Bio. Retired full professor at the TU Hamburg, former head of the institute of Computer Technology.

·       Prof. Nele Mentens, KU Leuven. Configurable computing for cryptographic implementations

The security strength and the implementation security of cryptographic algorithms are continuously analyzed and improved. Therefore, cryptographic agility is desirable, i.e. the ability of cryptographic algorithms and implementations to cope with changing attack scenarios and security requirements. In this talk, cryptographic agility is addressed from the implementation perspective, namely through configurable computing. The talk will cover both commercial off-the-shelf and application-specific configurable computing platforms. The differences in design approach and efficiency will be discussed.

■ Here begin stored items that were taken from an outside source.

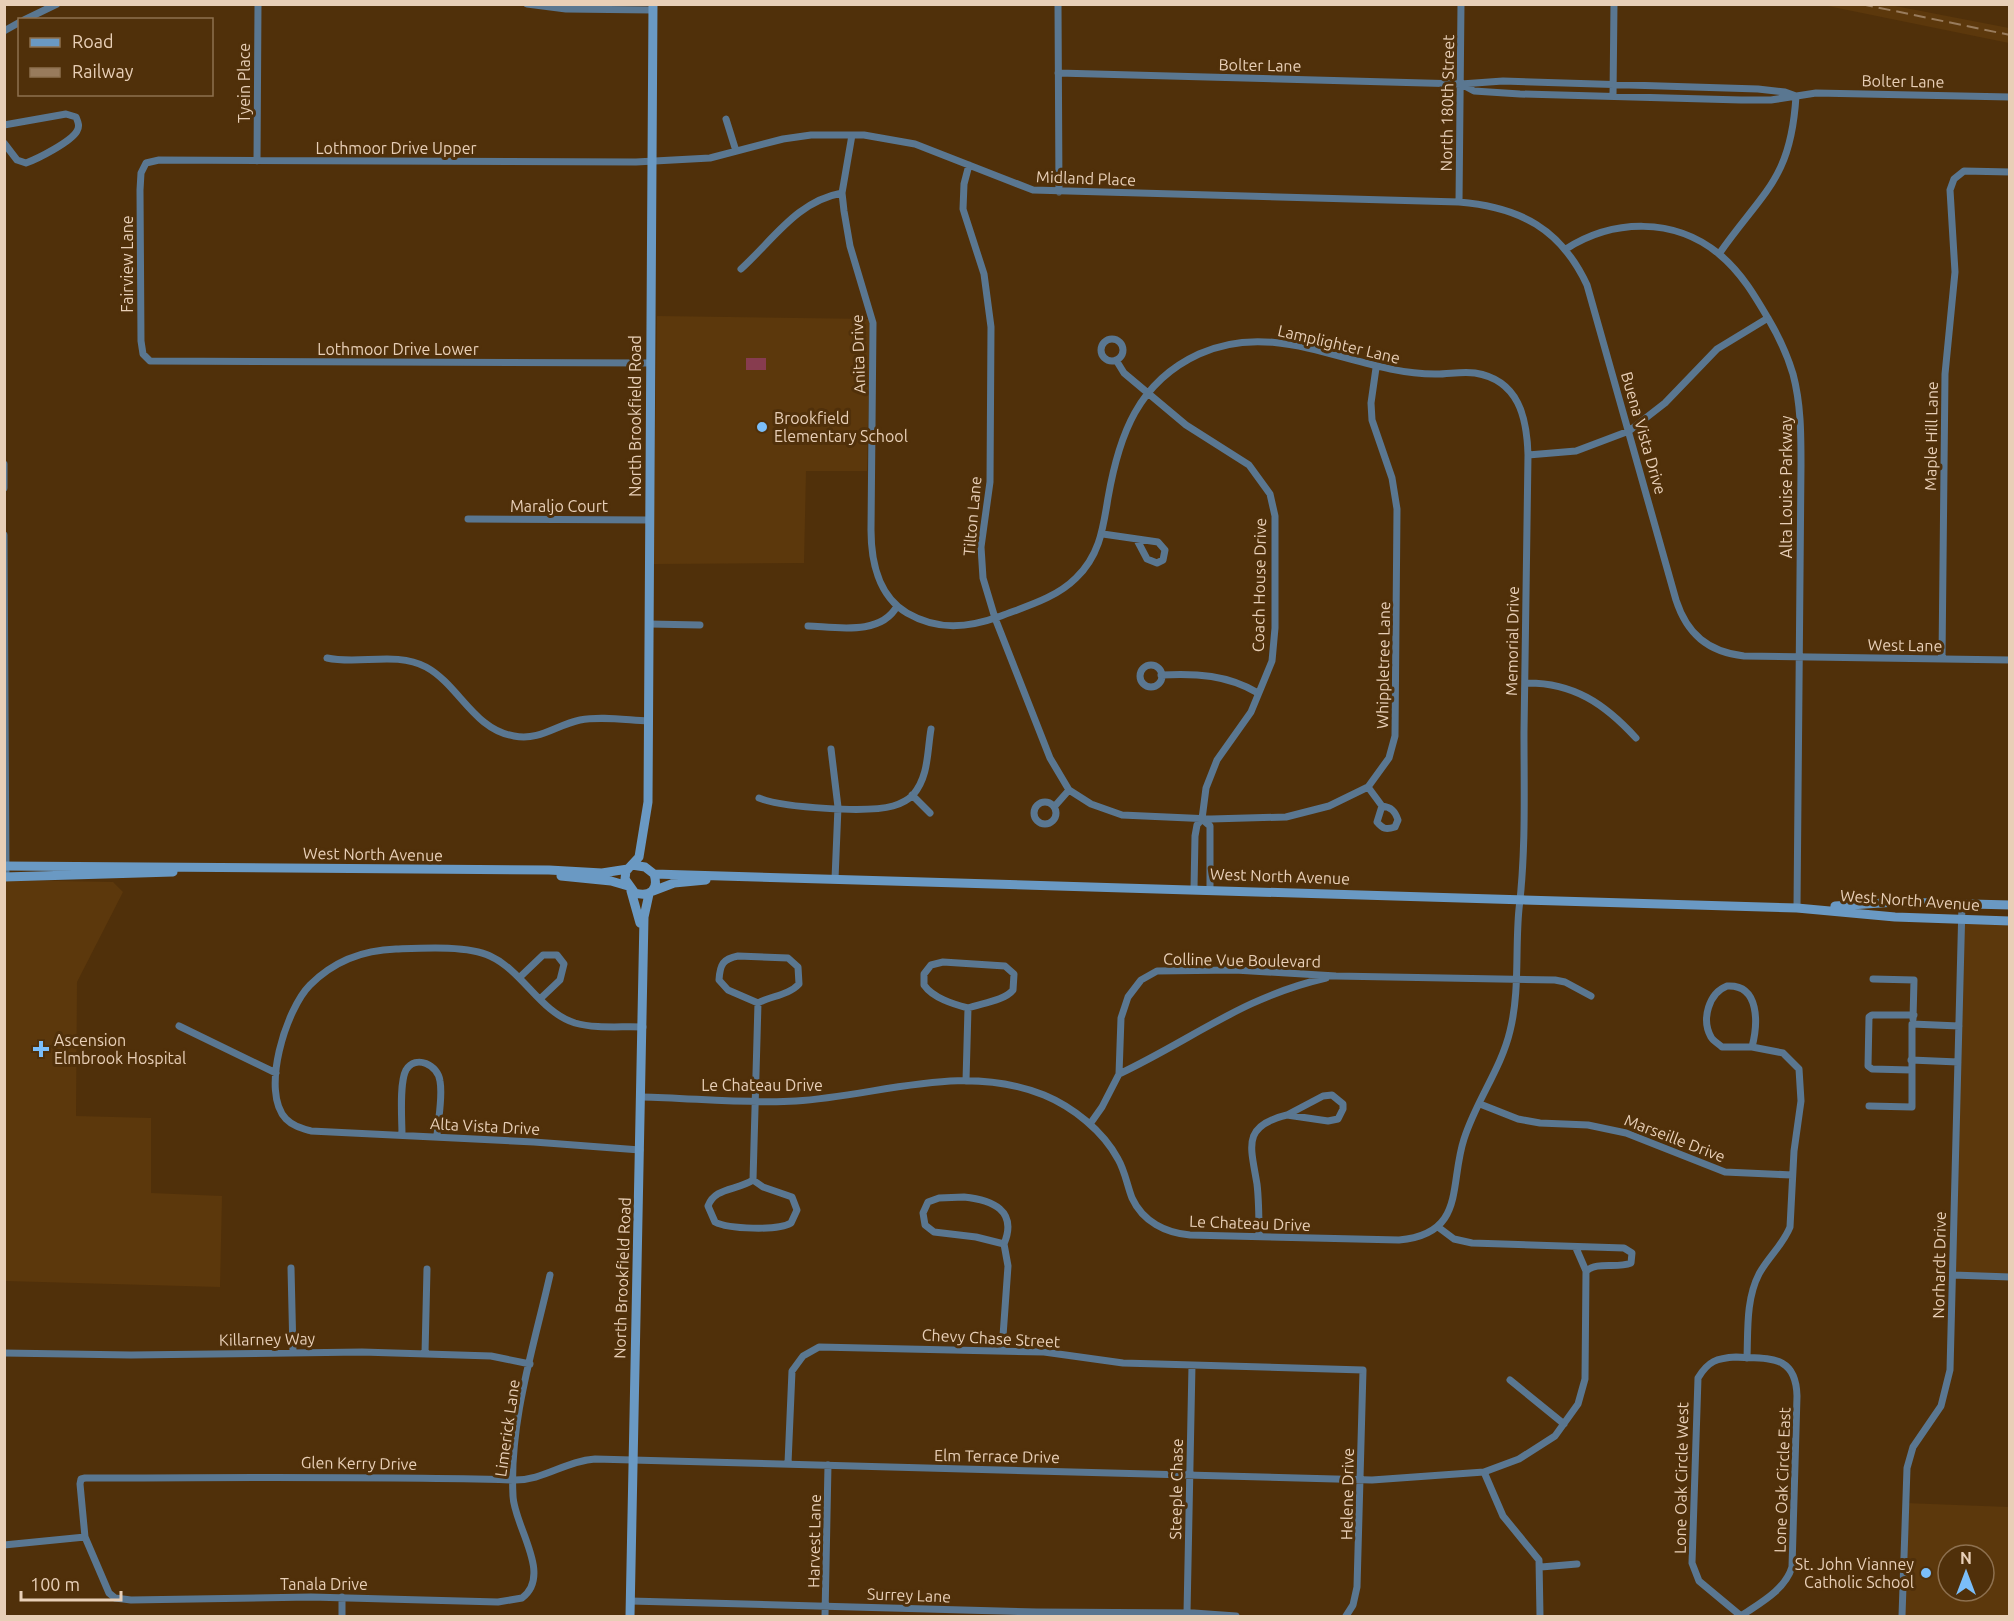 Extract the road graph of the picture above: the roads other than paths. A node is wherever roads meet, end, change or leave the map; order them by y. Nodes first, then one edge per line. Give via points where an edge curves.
1 (57, 4) edge
2 (258, 4) edge
3 (527, 4) edge
4 (1058, 4) edge
5 (1461, 4) edge
6 (1614, 4) edge
7 (652, 7) edge
8 (28, 18) edge
9 (18, 23) edge
10 (4, 31) edge
11 (1058, 73) junction
12 (1461, 84) junction
13 (1613, 84) junction
14 (1613, 96) junction
15 (1796, 96) junction
16 (2010, 98) edge
17 (726, 119) dead end
18 (4, 125) edge
19 (852, 135) junction
20 (4, 144) edge
21 (736, 151) junction
22 (257, 161) junction
23 (652, 161) junction
24 (969, 165) junction
25 (143, 167) joint
26 (2010, 172) edge
27 (1059, 192) junction
28 (842, 193) junction
29 (1460, 202) junction
30 (1566, 249) junction
31 (1719, 254) junction
32 (741, 269) dead end
33 (1768, 318) junction
34 (147, 359) joint
35 (1116, 360) dead end
36 (651, 363) junction
37 (1377, 368) junction
38 (1506, 389) joint
39 (1147, 394) junction
40 (1629, 430) junction
41 (1528, 455) junction
42 (4, 464) edge
43 (5, 482) edge
44 (4, 488) edge
45 (468, 519) dead end
46 (650, 520) junction
47 (1103, 534) junction
48 (4, 535) edge
49 (1137, 540) dead end
50 (897, 606) junction
51 (994, 618) junction
52 (649, 624) junction
53 (700, 625) dead end
54 (808, 626) dead end
55 (1800, 657) junction
56 (327, 658) dead end
57 (1942, 659) junction
58 (2010, 660) edge
59 (1161, 675) dead end
60 (1525, 683) junction
61 (1258, 693) junction
62 (648, 721) junction
63 (931, 729) dead end
64 (1636, 738) dead end
65 (831, 749) dead end
66 (1368, 788) junction
67 (1069, 790) junction
68 (912, 795) junction
69 (759, 798) dead end
70 (1382, 806) dead end
71 (838, 807) junction
72 (1054, 807) dead end
73 (930, 813) dead end
74 (1202, 819) junction
75 (645, 827) junction
76 (5, 866) edge
77 (216, 867) junction
78 (630, 867) junction
79 (529, 871) junction
80 (653, 872) junction
81 (5, 877) edge
82 (750, 877) junction
83 (835, 879) junction
84 (630, 888) junction
85 (1194, 889) junction
86 (1210, 889) junction
87 (651, 892) junction
88 (1521, 900) junction
89 (1962, 904) junction
90 (2010, 905) edge
91 (1797, 908) junction
92 (1808, 908) junction
93 (1962, 920) junction
94 (2010, 921) edge
95 (644, 940) junction
96 (1336, 976) junction
97 (520, 977) junction
98 (1517, 979) junction
99 (1873, 979) dead end
100 (1591, 996) dead end
101 (541, 998) junction
102 (758, 1003) junction
103 (968, 1008) junction
104 (1914, 1016) junction
105 (1912, 1024) junction
106 (179, 1026) dead end
107 (1959, 1026) junction
108 (643, 1027) junction
109 (1752, 1047) junction
110 (1911, 1060) junction
111 (1958, 1062) junction
112 (1911, 1070) junction
113 (276, 1073) junction
114 (1119, 1074) junction
115 (966, 1081) junction
116 (641, 1097) junction
117 (755, 1101) junction
118 (1480, 1104) junction
119 (1869, 1106) dead end
120 (1287, 1115) junction
121 (1090, 1124) junction
122 (402, 1135) junction
123 (437, 1136) junction
124 (640, 1150) junction
125 (1792, 1175) junction
126 (753, 1180) junction
127 (1438, 1227) junction
128 (1258, 1236) junction
129 (1004, 1244) junction
130 (1576, 1248) junction
131 (291, 1268) dead end
132 (427, 1269) dead end
133 (1586, 1271) junction
134 (550, 1275) dead end
135 (1953, 1275) junction
136 (2010, 1277) edge
137 (1002, 1350) junction
138 (293, 1352) junction
139 (4, 1353) edge
140 (425, 1354) junction
141 (1747, 1358) junction
142 (530, 1364) junction
143 (1192, 1365) junction
144 (1363, 1370) joint
145 (1510, 1380) dead end
146 (1564, 1424) junction
147 (633, 1461) junction
148 (788, 1463) junction
149 (828, 1465) junction
150 (1484, 1472) junction
151 (1189, 1475) junction
152 (513, 1480) junction
153 (1360, 1480) junction
154 (85, 1537) junction
155 (4, 1545) edge
156 (1577, 1564) dead end
157 (1541, 1568) junction
158 (533, 1584) joint
159 (342, 1597) junction
160 (630, 1601) junction
161 (825, 1606) junction
162 (1187, 1613) junction
163 (1741, 1616) edge
164 (342, 1617) edge
165 (630, 1617) edge
166 (825, 1617) edge
167 (1236, 1617) edge
168 (1346, 1617) edge
169 (1540, 1617) edge
170 (1902, 1617) edge

1 - 8 street
2 - 22 street, Tyein Place
3 - 7 street via 566,9
4 - 11 street
5 - 12 street, North 180th Street
6 - 13 street
7 - 23 main road, North Brookfield Road
9 - 10 street
11 - 12 street, Bolter Lane
11 - 27 street
12 - 13 street, Bolter Lane via 1481,80
12 - 14 street, Bolter Lane via 1474,91
12 - 29 street, North 180th Street
13 - 14 street
13 - 15 street, Bolter Lane via 1758,88
14 - 15 street, Bolter Lane via 1771,100
15 - 16 street, Bolter Lane
15 - 31 street via 1791,143 1782,169
17 - 21 street
18 - 20 street via 66,114 76,117 79,126 67,140 26,163 17,160
19 - 21 street, Midland Place via 801,137
19 - 24 street, Midland Place via 915,144
19 - 28 street, Anita Drive
21 - 23 street, Midland Place via 710,158
22 - 23 street, Lothmoor Drive Upper
22 - 25 street, Lothmoor Drive Upper via 159,160
23 - 36 main road, North Brookfield Road
24 - 27 street, Midland Place via 1025,188
24 - 51 street, Tilton Lane via 963,209 986,280 991,327 990,482 981,557
25 - 34 street, Fairview Lane via 141,341
26 - 57 street, Maple Hill Lane via 1970,169 1959,174 1950,190 1955,272 1945,374
27 - 29 street, Midland Place
28 - 32 street via 819,200 796,214
28 - 50 street, Anita Drive via 850,246 873,323 871,548 878,576
29 - 30 street, Buena Vista Drive via 1515,212
30 - 31 street, Alta Louise Parkway via 1611,228 1646,225 1681,233
30 - 40 street, Buena Vista Drive via 1592,297
31 - 33 street, Alta Louise Parkway via 1753,293
33 - 40 street via 1718,349 1665,403
33 - 55 street, Alta Louise Parkway via 1787,356 1799,406
34 - 36 street, Lothmoor Drive Lower
35 - 39 street, Coach House Drive
36 - 46 main road, North Brookfield Road
37 - 38 street, Lamplighter Lane via 1416,374 1475,373
37 - 39 street, Lamplighter Lane via 1289,343 1233,342 1182,363
37 - 66 street, Whippletree Lane via 1372,420 1392,478 1397,509 1396,725 1392,751
38 - 41 street, Memorial Drive via 1523,412
39 - 47 street, Lamplighter Lane via 1119,445
39 - 61 street, Coach House Drive via 1191,429 1249,465 1270,494 1275,530 1274,645 1268,675
40 - 41 street via 1576,451
40 - 55 street, Buena Vista Drive via 1676,600 1688,628 1706,644 1728,653
41 - 60 street, Memorial Drive
42 - 43 street
43 - 44 street
45 - 46 street, Maraljo Court
46 - 52 main road, North Brookfield Road
47 - 49 street
47 - 51 street, Lamplighter Lane via 1090,562 1066,587
48 - 76 street
50 - 51 street, Anita Drive via 935,625 963,626
50 - 54 street via 876,623 859,627
51 - 67 street, Tilton Lane via 1050,758
52 - 53 street
52 - 62 main road, North Brookfield Road
55 - 57 street, West Lane
55 - 91 street, Alta Louise Parkway
56 - 62 street via 416,663 437,675 487,724 515,736 541,735 581,720
57 - 58 street, West Lane
59 - 61 street via 1206,675 1231,680
60 - 64 street via 1555,685 1585,695 1614,715
60 - 88 street, Memorial Drive
61 - 74 street, Coach House Drive via 1251,712 1214,765
62 - 75 main road, North Brookfield Road
63 - 68 street via 923,778
65 - 71 street
66 - 70 street
66 - 74 street via 1329,806 1287,817
67 - 72 street
67 - 74 street, Tilton Lane via 1090,804 1122,815
68 - 71 street via 892,807
68 - 73 street
69 - 71 street via 781,804
71 - 83 street
74 - 85 street, Coach House Drive via 1195,836
74 - 86 street, Coach House Drive via 1210,826
75 - 78 main road, North Brookfield Road via 639,857
75 - 80 main road, North Brookfield Road via 646,853
76 - 77 main road, West North Avenue
76 - 81 street
77 - 79 main road, West North Avenue
77 - 81 main road, West North Avenue
78 - 79 main road, West North Avenue via 608,873
78 - 80 main road
78 - 84 main road via 625,879
79 - 84 main road, West North Avenue via 613,881
80 - 82 main road, West North Avenue via 669,877
80 - 87 main road via 656,886
82 - 83 main road, West North Avenue
82 - 87 main road, West North Avenue via 682,882
83 - 85 main road, West North Avenue
84 - 87 main road via 639,895
84 - 95 main road, North Brookfield Road
85 - 86 main road, West North Avenue
86 - 88 main road, West North Avenue
87 - 95 main road, North Brookfield Road via 645,909
88 - 91 main road, West North Avenue
88 - 98 street
89 - 90 main road, West North Avenue
89 - 92 main road, West North Avenue via 1896,902
89 - 93 street, Norhardt Drive
91 - 92 main road, West North Avenue
92 - 93 main road, West North Avenue
93 - 94 main road, West North Avenue
93 - 107 street, Norhardt Drive
95 - 108 main road, North Brookfield Road
96 - 98 street, Colline Vue Boulevard
96 - 114 street, Colline Vue Boulevard via 1285,989 1240,1007
96 - 114 street, Colline Vue Boulevard via 1179,969 1149,974 1134,987 1124,1006
97 - 101 street, Alta Vista Drive
97 - 101 street via 543,955 557,955 564,964 563,974
97 - 113 street, Alta Vista Drive via 492,956 478,952 396,949 356,956 324,973 308,986 295,1005 286,1024
98 - 100 street, Colline Vue Boulevard via 1565,982
98 - 118 street via 1510,1032
99 - 104 street via 1914,980
101 - 108 street, Alta Vista Drive via 556,1013 576,1023
102 - 102 street via 795,989 801,976 798,967 782,957 727,958 720,966 719,980 728,990
102 - 117 street
103 - 103 street via 1010,993 1015,984 1011,971 995,964 931,965 923,980 931,995
103 - 115 street
104 - 105 street
104 - 112 street via 1869,1017 1869,1066
105 - 107 street
105 - 110 street
106 - 113 street
107 - 111 street, Norhardt Drive
108 - 116 main road, North Brookfield Road
109 - 109 street via 1755,1015 1751,996 1736,986 1720,989 1709,1004 1711,1037 1722,1047
109 - 125 street via 1783,1053 1799,1069 1801,1101
110 - 111 street
110 - 112 street
111 - 135 street, Norhardt Drive
112 - 119 street via 1912,1107
113 - 122 street, Alta Vista Drive via 278,1106 285,1119 296,1127
114 - 121 street, Colline Vue Boulevard
115 - 117 street, Le Chateau Drive via 904,1084 827,1099
115 - 121 street, Le Chateau Drive via 1014,1086 1045,1095
116 - 117 street, Le Chateau Drive
116 - 124 main road, North Brookfield Road
117 - 126 street
118 - 125 street, Marseille Drive via 1518,1119 1626,1132 1725,1172
118 - 127 street via 1461,1146 1452,1204
120 - 120 street via 1334,1120 1341,1114 1342,1104 1336,1096 1328,1095
120 - 128 street via 1259,1127 1251,1141 1259,1206
121 - 128 street, Le Chateau Drive via 1118,1158 1140,1211 1158,1226 1178,1234
122 - 123 street, Alta Vista Drive
122 - 123 street via 407,1070 415,1063 426,1063 435,1068 440,1080
123 - 124 street, Alta Vista Drive
124 - 147 main road, North Brookfield Road
125 - 141 street via 1790,1227 1759,1274 1752,1292
126 - 126 street via 738,1189 714,1195 708,1206 715,1222 762,1227 791,1223 797,1210 792,1197
127 - 128 street, Le Chateau Drive via 1418,1238 1399,1240
127 - 130 street via 1454,1239 1472,1243
129 - 129 street via 1006,1219 989,1201 939,1198 925,1207 925,1225 934,1232 976,1236
129 - 137 street via 1008,1266
130 - 133 street
130 - 133 street via 1624,1248 1632,1253 1630,1263 1625,1265 1594,1266
131 - 138 street
132 - 140 street
133 - 146 street via 1585,1379 1581,1397
134 - 142 street, Limerick Lane
135 - 136 street
135 - 170 street, Norhardt Drive via 1947,1390 1913,1448 1907,1468
137 - 143 street, Chevy Chase Street via 1123,1363
137 - 148 street, Chevy Chase Street via 826,1347 808,1351 797,1362 791,1378
138 - 139 street, Killarney Way
138 - 140 street, Killarney Way
140 - 142 street, Killarney Way via 491,1356
141 - 163 street, Lone Oak Circle West via 1713,1360 1698,1378 1692,1553 1693,1570 1699,1581
141 - 163 street, Lone Oak Circle East via 1782,1362 1797,1382 1795,1529 1790,1575 1778,1589
142 - 152 street, Limerick Lane via 519,1413
143 - 144 street, Chevy Chase Street
143 - 151 street, Steeple Chase
144 - 153 street, Helene Drive
145 - 146 street
146 - 150 street via 1538,1449
147 - 148 street, Elm Terrace Drive
147 - 152 street, Glen Kerry Drive via 586,1460 537,1479
147 - 160 main road, North Brookfield Road
148 - 149 street, Elm Terrace Drive
149 - 151 street, Elm Terrace Drive
149 - 161 street, Harvest Lane
150 - 153 street, Elm Terrace Drive
150 - 157 street via 1503,1516 1533,1550
151 - 153 street, Elm Terrace Drive
151 - 162 street, Steeple Chase
152 - 154 street, Glen Kerry Drive via 340,1475 81,1479
152 - 158 street, Limerick Lane via 514,1509 532,1557
153 - 168 street, Helene Drive via 1357,1587
154 - 155 street
154 - 159 street, Tanala Drive via 115,1598
156 - 157 street
157 - 169 street
158 - 159 street, Tanala Drive via 528,1594 510,1601
159 - 164 street
160 - 161 street, Surrey Lane
160 - 165 main road, North Brookfield Road
161 - 162 street, Surrey Lane
161 - 166 street, Harvest Lane
162 - 167 street, Surrey Lane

Bio. Nele Mentens received her master and Ph.D. degree from KU Leuven in 2003 and 2007, respectively. Her Ph.D. focused on secure and efficient coprocessor design for cryptographic applications on FPGAs. Currently, Nele is an associate professor at KU Leuven. Her research interests are in the domains of reconfigurable platforms for security applications, design automation for cryptographic hardware and security in constrained environments. Nele was a visiting researcher for 3 months at the Ruhr University Bochum in 2013 and at EPFL in 2017. She was/is the PI in around 15 finished and ongoing research projects with national and international funding. She served as a reviewer for many international conferences and journals and was/is part of the program committee of around 50 international conference editions. Nele is (co-)author in approximately 100 publications in international journals, conferences and books.